Minister Kultury Piotr Gliński stwierdził, że obecne realia sprzyjają wprowadzeniu w życie opłaty reprograficznej, czyli podatku od nośników, tj. smartfon czy tablet. Jednocześnie zaprzeczył, jakoby wysokość podatku miała wynieść 6 procent wartości posiadanego przez nas sprzętu.
Jak oszacował jeden z reprezentantów ZAIKS Miłosz Bembinow, wpływy ze wspomnianego podatku mogą wynieść rocznie nawet 300 milionów złotych.
Piotr Gliński zaznacza, że Polska jest jednym z niewielu krajów w Europie, który do tej pory nie posiadał tego typu opłat.

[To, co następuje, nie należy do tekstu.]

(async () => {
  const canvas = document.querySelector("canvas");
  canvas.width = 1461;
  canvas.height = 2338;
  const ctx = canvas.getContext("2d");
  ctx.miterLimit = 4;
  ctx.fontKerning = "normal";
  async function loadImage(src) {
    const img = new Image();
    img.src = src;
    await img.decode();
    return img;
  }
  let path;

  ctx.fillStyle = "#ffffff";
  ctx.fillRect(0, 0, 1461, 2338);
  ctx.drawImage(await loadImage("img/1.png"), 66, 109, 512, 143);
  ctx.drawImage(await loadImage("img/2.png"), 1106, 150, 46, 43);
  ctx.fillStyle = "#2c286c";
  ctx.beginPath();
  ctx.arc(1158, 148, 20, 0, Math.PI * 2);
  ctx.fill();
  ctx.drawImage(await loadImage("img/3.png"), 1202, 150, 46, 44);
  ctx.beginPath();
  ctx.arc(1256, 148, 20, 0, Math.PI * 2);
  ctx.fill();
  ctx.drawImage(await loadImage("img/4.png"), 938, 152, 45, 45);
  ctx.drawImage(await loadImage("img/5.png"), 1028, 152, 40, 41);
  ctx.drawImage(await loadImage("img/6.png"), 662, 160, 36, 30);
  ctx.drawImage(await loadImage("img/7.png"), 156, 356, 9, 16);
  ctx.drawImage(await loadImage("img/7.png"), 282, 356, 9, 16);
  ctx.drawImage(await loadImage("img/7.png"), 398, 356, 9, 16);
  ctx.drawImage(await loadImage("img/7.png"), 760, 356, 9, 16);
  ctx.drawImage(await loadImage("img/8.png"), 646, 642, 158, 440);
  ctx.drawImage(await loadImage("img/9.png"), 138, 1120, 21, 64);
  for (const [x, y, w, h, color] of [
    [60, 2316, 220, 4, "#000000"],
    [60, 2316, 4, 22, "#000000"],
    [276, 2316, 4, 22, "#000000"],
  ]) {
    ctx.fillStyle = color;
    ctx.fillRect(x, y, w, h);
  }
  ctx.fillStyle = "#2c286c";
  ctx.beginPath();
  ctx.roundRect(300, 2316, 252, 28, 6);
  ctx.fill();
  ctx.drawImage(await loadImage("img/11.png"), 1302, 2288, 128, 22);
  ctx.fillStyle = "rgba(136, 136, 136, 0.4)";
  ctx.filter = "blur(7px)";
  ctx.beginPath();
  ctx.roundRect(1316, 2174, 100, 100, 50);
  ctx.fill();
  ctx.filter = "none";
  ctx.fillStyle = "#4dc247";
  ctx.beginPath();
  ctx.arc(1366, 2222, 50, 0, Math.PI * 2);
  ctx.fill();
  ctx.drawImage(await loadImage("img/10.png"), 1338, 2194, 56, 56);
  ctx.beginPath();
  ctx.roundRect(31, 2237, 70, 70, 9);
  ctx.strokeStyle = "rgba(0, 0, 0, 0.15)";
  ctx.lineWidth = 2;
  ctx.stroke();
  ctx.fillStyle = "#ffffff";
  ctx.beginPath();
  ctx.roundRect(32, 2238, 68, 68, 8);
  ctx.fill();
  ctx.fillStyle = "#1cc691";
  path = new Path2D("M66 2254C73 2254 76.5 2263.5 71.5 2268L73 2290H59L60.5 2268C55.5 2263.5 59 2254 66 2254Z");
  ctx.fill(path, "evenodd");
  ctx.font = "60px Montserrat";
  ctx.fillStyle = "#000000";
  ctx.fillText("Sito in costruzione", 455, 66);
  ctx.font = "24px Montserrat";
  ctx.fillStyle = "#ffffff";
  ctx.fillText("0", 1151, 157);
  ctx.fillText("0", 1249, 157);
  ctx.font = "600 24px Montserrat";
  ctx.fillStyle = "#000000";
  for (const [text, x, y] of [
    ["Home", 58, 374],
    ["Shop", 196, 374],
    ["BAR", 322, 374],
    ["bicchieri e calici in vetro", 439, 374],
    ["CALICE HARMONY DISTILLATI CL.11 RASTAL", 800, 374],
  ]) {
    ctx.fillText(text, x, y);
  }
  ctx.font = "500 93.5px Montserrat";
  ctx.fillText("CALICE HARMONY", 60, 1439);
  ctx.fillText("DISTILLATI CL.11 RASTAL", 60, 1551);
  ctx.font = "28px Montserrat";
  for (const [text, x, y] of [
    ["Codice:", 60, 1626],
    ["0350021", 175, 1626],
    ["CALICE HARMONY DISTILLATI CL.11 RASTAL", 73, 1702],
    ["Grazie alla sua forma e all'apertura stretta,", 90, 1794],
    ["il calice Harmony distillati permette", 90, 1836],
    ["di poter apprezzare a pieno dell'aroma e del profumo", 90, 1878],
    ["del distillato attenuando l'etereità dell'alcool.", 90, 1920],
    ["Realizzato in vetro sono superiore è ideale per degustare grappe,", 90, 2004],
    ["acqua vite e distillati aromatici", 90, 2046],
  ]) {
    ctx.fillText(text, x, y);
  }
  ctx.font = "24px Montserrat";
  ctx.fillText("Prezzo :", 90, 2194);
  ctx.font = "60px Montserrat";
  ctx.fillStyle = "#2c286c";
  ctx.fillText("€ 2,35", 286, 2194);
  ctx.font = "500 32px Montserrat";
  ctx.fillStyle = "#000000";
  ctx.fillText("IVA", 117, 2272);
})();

Mimo tego, że obecnie Polska zmaga się z konsekwencjami panującego koronawirusa, zdaniem ministra to najodpowiedniejszy czas na jego wprowadzenie.
Jak dodaje, połowa środków z nowego podatku zostałaby przeznaczona na fundów dla artystów. Na chwilę obecną, podatek nie powinien wejść szybko w życie, albowiem do jego wdrożenia wymagane jest założenie Funduszu Ubezpieczeń dla Artystów. Póki co, sprawa rozgrywa się na etapie ustaleń, jakie toczą się między poszczególnymi resortami.